The Board of Trade report correctly identifies the problems that paralyze our region: lack of sufficient and sustainable funding; transit fare walls that prevent integration; lost opportunities to develop around transit stations; land use planning and transit decisions not aligned; and political intrusion. However, solving these problems by creating a whole new super agency is not the answer, and could make things worse.
While creating a single powerful authority that could make decisions may sound appealing, it would undermine hallowed principles of good governance, namely accountability and responsiveness.
Accountability requires decision-makers to be held responsible for their actions, and for the process to be open and transparent enough to encourage the access and participation of all stakeholders. Responsiveness requires that local community needs and preferences are given due consideration. The principles of good governance for transit systems–including coordination, efficiency, and adequate funding–can be achieved without sacrificing local input, and with thoughtful reforms to our current governance system.

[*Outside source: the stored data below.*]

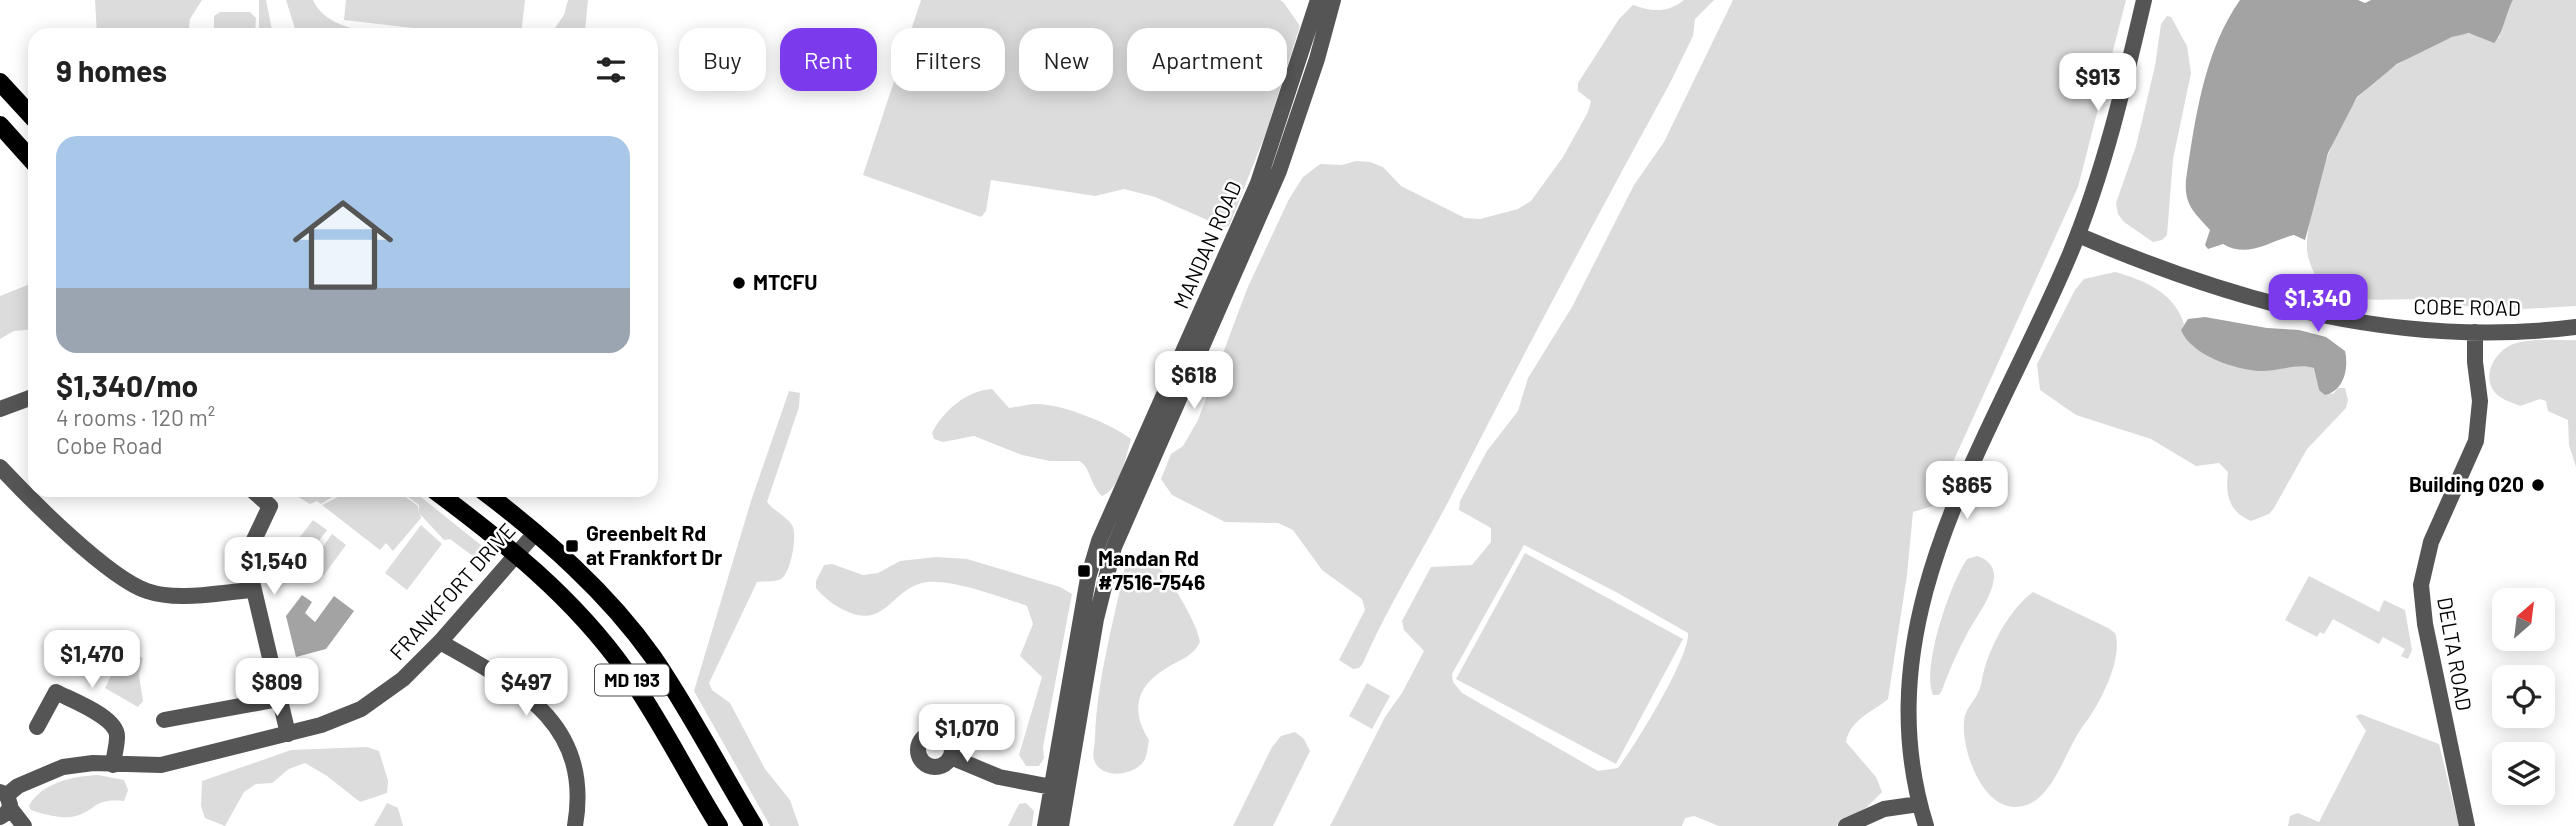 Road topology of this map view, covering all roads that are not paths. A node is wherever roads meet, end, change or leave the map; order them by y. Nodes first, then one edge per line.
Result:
1 (1318, 0) edge
2 (1333, 0) edge
3 (2144, 0) edge
4 (0, 82) edge
5 (28, 112) edge
6 (0, 125) edge
7 (28, 156) edge
8 (2078, 235) junction
9 (2576, 327) edge
10 (2475, 331) junction
11 (28, 399) edge
12 (0, 409) edge
13 (0, 467) edge
14 (28, 494) edge
15 (31, 497) edge
16 (260, 497) edge
17 (443, 497) edge
18 (491, 497) edge
19 (536, 532) junction
20 (517, 554) junction
21 (253, 590) junction
22 (440, 642) junction
23 (279, 699) junction
24 (164, 720) dead end
25 (37, 727) dead end
26 (288, 734) junction
27 (951, 757) dead end
28 (113, 765) junction
29 (1060, 789) junction
30 (1919, 804) junction
31 (5, 809) edge
32 (24, 826) edge
33 (575, 826) edge
34 (719, 826) edge
35 (754, 826) edge
36 (1045, 826) edge
37 (1060, 826) edge
38 (1846, 826) edge
39 (1926, 826) edge
40 (2468, 826) edge

1 - 29 street, MANDAN ROAD
2 - 29 street, MANDAN ROAD
3 - 8 street
4 - 5 main road
6 - 7 main road
8 - 10 street, COBE ROAD
8 - 30 street
9 - 10 street, COBE ROAD
10 - 40 street, DELTA ROAD
11 - 12 street
13 - 14 street
15 - 21 street
16 - 21 street
17 - 20 main road, MD 193
18 - 19 main road, MD 193
19 - 20 street, FRANKFORT DRIVE
19 - 35 main road, MD 193
20 - 22 street, FRANKFORT DRIVE
20 - 34 main road, MD 193
21 - 23 street
22 - 26 street, FRANKFORT DRIVE
22 - 33 street
23 - 24 street
23 - 26 street
25 - 28 street
26 - 28 street, FRANKFORT DRIVE
27 - 29 street
28 - 31 street, FRANKFORT DRIVE
29 - 36 street, MANDAN ROAD
29 - 37 street, MANDAN ROAD
30 - 38 street
30 - 39 street
31 - 32 street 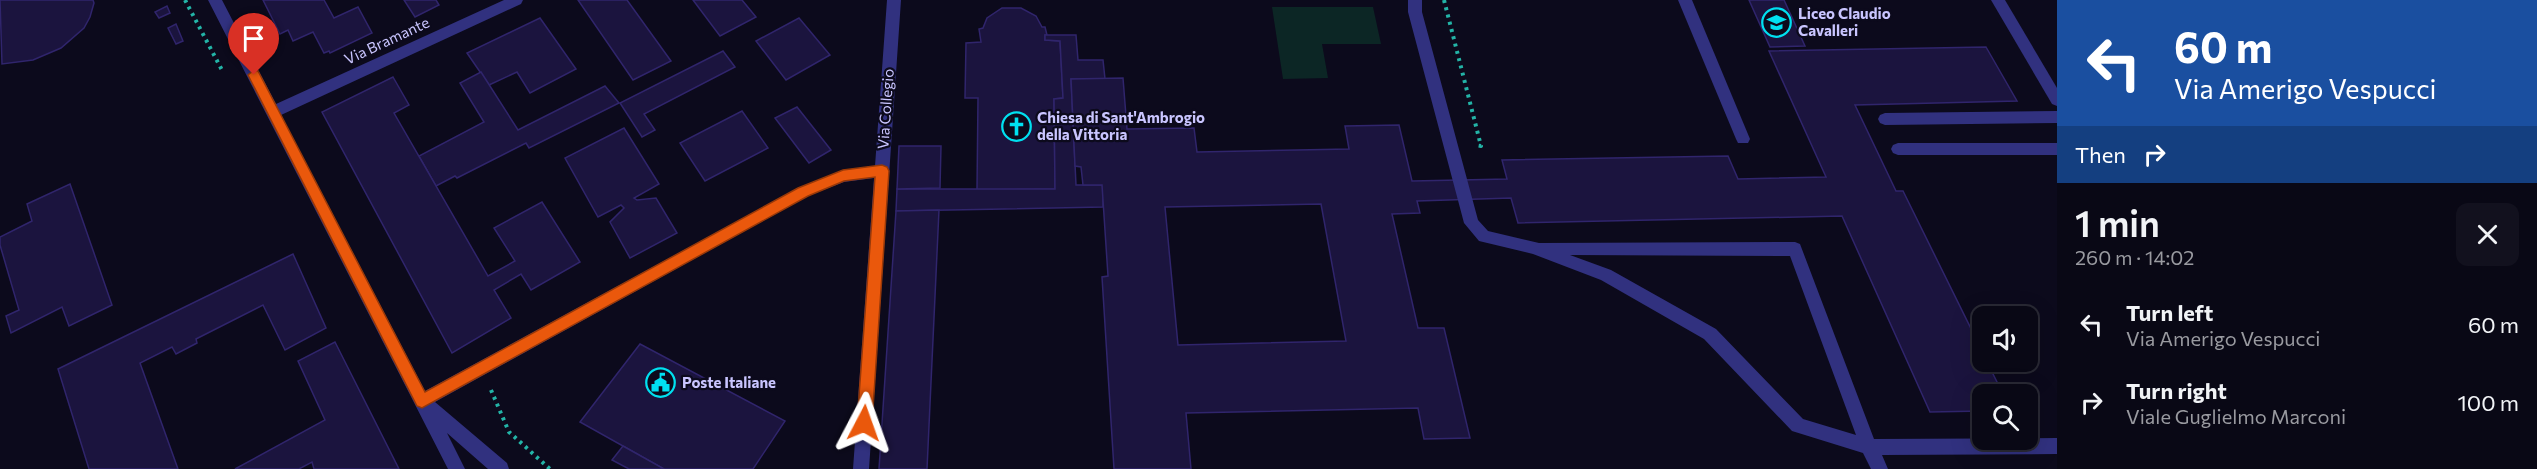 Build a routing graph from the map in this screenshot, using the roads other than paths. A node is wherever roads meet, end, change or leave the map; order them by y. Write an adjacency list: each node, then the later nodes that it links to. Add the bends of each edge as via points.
1 (215, 0): 8 (street)
2 (516, 0): 8 (street, Via Bramante)
3 (894, 0): 14 (street, Via Collegio)
4 (1415, 0): 15 (street, via 1414,12 1471,223 1484,236)
5 (1685, 0): 11 (street)
6 (1998, 0): 7 (street)
7 (2057, 100)
8 (273, 112): 16 (street)
9 (2057, 117): 10 (street)
10 (1885, 119)
11 (1743, 139)
12 (1898, 149): 13 (street)
13 (2057, 149)
14 (882, 171): 16 (street, via 843,176 803,192); 21 (street, Via Collegio)
15 (1534, 248): 18 (street, via 1606,274 1710,334 1798,425); 18 (street, via 1796,249)
16 (422, 401): 19 (street); 20 (street)
17 (2057, 446): 18 (street)
18 (1869, 447): 22 (street)
19 (457, 469)
20 (501, 469)
21 (861, 469)
22 (1880, 469)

For example, the Metrolinx Act includes a tool called the Transportation Planning Policy Statement (TPPS) which was created in 2008 but has never been given regulatory power. It would enable Metrolinx to prioritize evidence-based transit investments and ensure municipalities plan and pre-zone for appropriate transit-oriented densities and complete communities around transit infrastructure.
To strengthen the relationship of the Metrolinx board with regional municipal politicians, there are ideas that could be explored from other metropolitan transit systems, such as the British Columbia Translink model of a Mayor’s Council.
A couple of weeks ago, Ryerson City Building Institute hosted a panel on transit governance, which included former transit agency leaders from Denver, Vancouver and NYC who shared their experiences and transit expansion successes. As one of the panelists suggested: You don’t need a new agency; just improve the current structure you have.